Until that point, both copies are operational; the sibling continues its own development against its own TTL. After that point, the sibling’s TTL is documentation of its starting state, not a live artifact.

This avoids the failure mode where two TTLs evolve in parallel for weeks under the assumption the migration is “in progress” — the kind of two-source-of-truth state that doesn’t fail loudly and is expensive to reconcile after the fact.

Phased plan

Phase 0 — scaffolding (this commit)

  • Create src/aegir/ontology/ and src/aegir/synth/ as empty Python packages with __init__.py.
  • Add the directory layout described in Charter as empty placeholders or stubs that import-test cleanly.
  • Wire CI to no-op gracefully on the empty tree (totality query returns trivially when there are zero labels).
  • This document and the charter, in the published mdbook.

Phase 1 — author the initial vocabulary

src/aegir/ontology/sdg-vocab.ttl is authored fresh.

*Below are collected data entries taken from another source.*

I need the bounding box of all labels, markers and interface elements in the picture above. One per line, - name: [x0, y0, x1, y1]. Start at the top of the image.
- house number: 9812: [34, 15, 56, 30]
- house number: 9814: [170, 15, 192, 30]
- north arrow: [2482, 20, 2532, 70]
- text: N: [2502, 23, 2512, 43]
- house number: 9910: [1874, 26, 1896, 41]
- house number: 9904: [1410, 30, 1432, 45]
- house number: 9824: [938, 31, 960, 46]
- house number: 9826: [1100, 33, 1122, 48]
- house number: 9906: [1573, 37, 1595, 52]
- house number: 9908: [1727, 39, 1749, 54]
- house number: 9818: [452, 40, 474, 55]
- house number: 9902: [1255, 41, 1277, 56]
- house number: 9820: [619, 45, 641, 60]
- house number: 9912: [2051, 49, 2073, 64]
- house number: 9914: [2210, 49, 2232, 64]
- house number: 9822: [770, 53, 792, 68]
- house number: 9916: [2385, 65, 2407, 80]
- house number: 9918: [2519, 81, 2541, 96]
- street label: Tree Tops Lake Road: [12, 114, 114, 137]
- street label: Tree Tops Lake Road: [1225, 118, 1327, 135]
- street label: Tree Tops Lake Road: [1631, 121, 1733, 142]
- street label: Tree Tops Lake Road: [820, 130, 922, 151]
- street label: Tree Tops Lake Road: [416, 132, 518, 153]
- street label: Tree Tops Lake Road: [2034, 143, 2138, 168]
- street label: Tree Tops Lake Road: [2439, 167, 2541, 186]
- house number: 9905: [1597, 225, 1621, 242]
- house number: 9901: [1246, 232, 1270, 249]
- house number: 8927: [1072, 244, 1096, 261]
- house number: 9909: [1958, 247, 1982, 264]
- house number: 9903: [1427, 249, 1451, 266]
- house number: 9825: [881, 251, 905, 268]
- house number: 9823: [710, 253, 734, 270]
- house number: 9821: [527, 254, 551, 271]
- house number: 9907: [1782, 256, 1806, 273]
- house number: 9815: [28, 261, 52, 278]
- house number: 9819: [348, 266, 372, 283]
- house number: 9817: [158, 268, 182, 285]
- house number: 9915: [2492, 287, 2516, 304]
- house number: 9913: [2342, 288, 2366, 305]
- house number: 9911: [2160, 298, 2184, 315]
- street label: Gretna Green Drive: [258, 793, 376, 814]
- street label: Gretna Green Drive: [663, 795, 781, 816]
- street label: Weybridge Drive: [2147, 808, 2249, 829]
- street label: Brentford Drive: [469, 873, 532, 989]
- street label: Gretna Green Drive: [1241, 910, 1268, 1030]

The starting content is what Ægir actually needs at M2: BFO 2020 + CCO upper structure, the Schema.org and DBpedia terms that map to the SOTAB v2 and GitTables benchmark label sets we train against, and whatever bespoke sdg:-namespace entities the project decides to introduce on its own terms.

External TTL working sets (the sibling project’s vocabulary, OBO Foundry exports, etc.) are reference material, not source-of-truth inputs. The author may consult them while writing sdg-vocab.ttl, the same way they’d consult any reference document. A small mechanical helper at scripts/extract_public_terms.py can pull just the public-namespace IRIs out of a reference TTL into a plain text scratchpad — a convenience for sifting through large external files — but it does not produce committable output. The TTL that lands in sdg-vocab.ttl is the author’s edit.

Concrete process:

  1. Draft sdg-vocab.ttl by hand, aiming for benchmark-label coverage that the M2 dataset loader can resolve. Every term:
    • has an rdfs:label,
    • has a skos:definition,
    • and (for sdg:-namespace terms) at least one rdfs:subClassOf edge to a public-namespace ancestor.
  2. Author the SPARQL queries (totality.rq, ancestry.rq, coverage_by_namespace.rq) against Ægir’s own namespace conventions.
  3. Author scripts/build_vocab_label_map.py: TTL in, versioned vocab_label_map.json out. The initial map covers whatever benchmark labels the authored vocabulary supports — likely a partial picture of SOTAB v2 Schema.org and a partial picture of GitTables DBpedia. Coverage extends iteratively as the project demonstrates need.
  4. Author src/aegir/ontology/label_map.py with load(), iri_for(), bfo_ancestry(), labels_for_namespace() helpers.
  5. Wire the mechanical checks into CI: TTL parse + label/definition presence + BFO ancestry presence for sdg: terms + label-map JSON consistency + SPARQL totality.
  6. External working sets are unaffected.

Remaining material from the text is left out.